Finalement, le dévoiement idéologique du concept d’héritage culturel n’est pas étonnant, dans la mesure où la littérature est conçue comme une arme au service de la politique. Aussi, dans ces mots d’une doctorante est-allemande, prenant à son compte la ligne officielle du SED, l’héritage culturel est mis en relation avec les notions d’efficacité et de productivité :

‘Le caractère exemplaire de l’héritage ne réside pas pour nous dans un impératif catégorique immuable qui traverserait les siècles, ni dans une positivité ou une négativité morale abstraite, mais dans sa potentialité de devenir à nouveau productif pour la société.44

Au premier abord, cette définition semble sensée, dans la mesure où est rejetée toute approche épigonale de l’art, toute attitude qui vise à imiter l’art des siècles passés et à en idéaliser la valeur simplement parce qu’il est passé.

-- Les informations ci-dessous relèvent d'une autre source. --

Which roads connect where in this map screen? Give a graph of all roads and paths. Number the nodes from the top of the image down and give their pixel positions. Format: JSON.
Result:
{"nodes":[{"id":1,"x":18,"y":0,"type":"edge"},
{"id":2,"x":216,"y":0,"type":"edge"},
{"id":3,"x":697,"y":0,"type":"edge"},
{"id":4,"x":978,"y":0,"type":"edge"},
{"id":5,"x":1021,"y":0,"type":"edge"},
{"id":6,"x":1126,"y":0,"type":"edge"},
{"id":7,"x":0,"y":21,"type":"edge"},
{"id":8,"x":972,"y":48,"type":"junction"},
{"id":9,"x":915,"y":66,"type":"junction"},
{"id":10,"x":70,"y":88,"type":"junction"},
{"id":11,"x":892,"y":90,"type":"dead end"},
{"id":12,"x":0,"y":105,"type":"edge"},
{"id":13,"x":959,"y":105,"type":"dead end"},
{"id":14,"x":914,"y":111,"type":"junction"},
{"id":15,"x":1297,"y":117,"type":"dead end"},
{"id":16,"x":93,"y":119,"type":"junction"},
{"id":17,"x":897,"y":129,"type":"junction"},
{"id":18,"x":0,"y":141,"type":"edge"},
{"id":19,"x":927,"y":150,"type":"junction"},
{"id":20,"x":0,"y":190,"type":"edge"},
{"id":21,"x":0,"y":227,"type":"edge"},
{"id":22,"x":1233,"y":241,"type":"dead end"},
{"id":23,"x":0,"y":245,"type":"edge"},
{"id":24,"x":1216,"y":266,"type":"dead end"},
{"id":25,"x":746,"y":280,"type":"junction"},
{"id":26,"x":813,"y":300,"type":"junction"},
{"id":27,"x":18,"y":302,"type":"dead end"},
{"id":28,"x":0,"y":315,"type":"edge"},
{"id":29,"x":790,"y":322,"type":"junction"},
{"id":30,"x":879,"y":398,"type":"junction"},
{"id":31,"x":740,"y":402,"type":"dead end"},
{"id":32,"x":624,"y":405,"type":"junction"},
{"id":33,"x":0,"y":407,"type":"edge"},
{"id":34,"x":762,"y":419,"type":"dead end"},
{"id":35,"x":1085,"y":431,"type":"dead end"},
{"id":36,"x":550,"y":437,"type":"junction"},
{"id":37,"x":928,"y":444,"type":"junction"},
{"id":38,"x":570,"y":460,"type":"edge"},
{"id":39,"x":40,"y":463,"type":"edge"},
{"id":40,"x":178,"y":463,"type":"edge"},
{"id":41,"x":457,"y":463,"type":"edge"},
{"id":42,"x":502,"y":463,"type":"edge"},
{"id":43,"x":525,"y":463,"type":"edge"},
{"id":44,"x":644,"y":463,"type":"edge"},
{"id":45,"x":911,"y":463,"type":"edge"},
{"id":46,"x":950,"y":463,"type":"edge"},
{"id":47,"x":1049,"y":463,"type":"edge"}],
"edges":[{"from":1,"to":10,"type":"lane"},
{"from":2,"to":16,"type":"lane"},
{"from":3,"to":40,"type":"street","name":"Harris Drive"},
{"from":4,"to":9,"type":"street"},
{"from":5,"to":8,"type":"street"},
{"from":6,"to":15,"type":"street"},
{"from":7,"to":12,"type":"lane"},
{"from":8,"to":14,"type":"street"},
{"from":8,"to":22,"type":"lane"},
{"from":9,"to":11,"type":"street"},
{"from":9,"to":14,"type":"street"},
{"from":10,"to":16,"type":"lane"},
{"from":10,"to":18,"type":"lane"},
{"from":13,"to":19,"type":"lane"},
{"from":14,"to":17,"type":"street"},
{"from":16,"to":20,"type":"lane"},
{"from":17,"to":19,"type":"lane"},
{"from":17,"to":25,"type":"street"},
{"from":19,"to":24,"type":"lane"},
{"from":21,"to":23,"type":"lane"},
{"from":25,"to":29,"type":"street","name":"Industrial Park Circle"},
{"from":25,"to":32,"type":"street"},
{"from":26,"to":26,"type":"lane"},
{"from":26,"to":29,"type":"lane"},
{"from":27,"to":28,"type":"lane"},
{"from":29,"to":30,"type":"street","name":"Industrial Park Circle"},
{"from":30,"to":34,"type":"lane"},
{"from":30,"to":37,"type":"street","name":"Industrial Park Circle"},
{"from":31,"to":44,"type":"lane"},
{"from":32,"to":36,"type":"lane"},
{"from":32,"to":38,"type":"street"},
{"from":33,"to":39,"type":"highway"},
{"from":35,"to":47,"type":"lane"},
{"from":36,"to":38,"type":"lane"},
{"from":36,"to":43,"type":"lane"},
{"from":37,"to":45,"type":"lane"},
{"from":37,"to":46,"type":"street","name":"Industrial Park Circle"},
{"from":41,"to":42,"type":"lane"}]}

Mais on se rend compte qu’elle occulte une question fondamentale : qui définit ce qui est productif et ce qui ne l’est pas ? Or, ce n’est ni la société, ni la classe ouvrière ou paysanne, ni l’intelligentsia est-allemande qui a ce pouvoir, mais bien le SED et son système de censure et de répression tentaculaire45. Dès les premières années de construction de la RDA s’opère un glissement subtil, mais abusif, du concept d’utilité politique à celui de vérité : tout ce qui est utile à la consolidation de l’État est nécessairement et intrinsèquement vrai. Dès lors, il n’y a plus de place pour la multiplicité des perspectives et des points de vue. On assiste au dévoiement de termes et concepts marxistes que l’on contraint dans un corset idéologique totalement factice. L’héritage culturel est alors définitivement asservi à l’idéologie.

Notes
44.

Dorothea Gelbrich, Antikerezeption in der sozialistischen deutschen Lyrik des zwanzigsten Jahrhunderts: Die Begründung einer neuen Rezeptionstradition im lyrischen Schaffen Bechers, Brechts, Maurers und Arendts, Leipzig, Dissertation Karl-Marx-Universität, 1974, p. 3. « Der Vorbildcharakter des Erbes besteht für uns nicht in einem statisch über die Zeiten hinwegreichenden kategorischen Imperativs, nicht in einer abstrakt moralischen Positivität und Negativität, sondern in seinen Potenzen, erneut gesellschaftlich produktiv zu werden. » La thèse de Dorothea Gelbrich d’où est tirée la citation nous livre des informations capitales sur ce qu’était la position des universitaires et des critiques littéraires proches du pouvoir sur l’héritage culturel.

45.

Pour une description précise du système de la censure qui se met en place en RDA à partir de 1951, on peutconsulter l’article de Joachim Lehmann « Vom ‘gesunden Volksempfinden’ zur Utopie: Literaturkritik der DDR im Spannungsfeld von Zensur und Literatur », in : Literatur in der DDR. Rückblicke, op. cit., p. 117-126.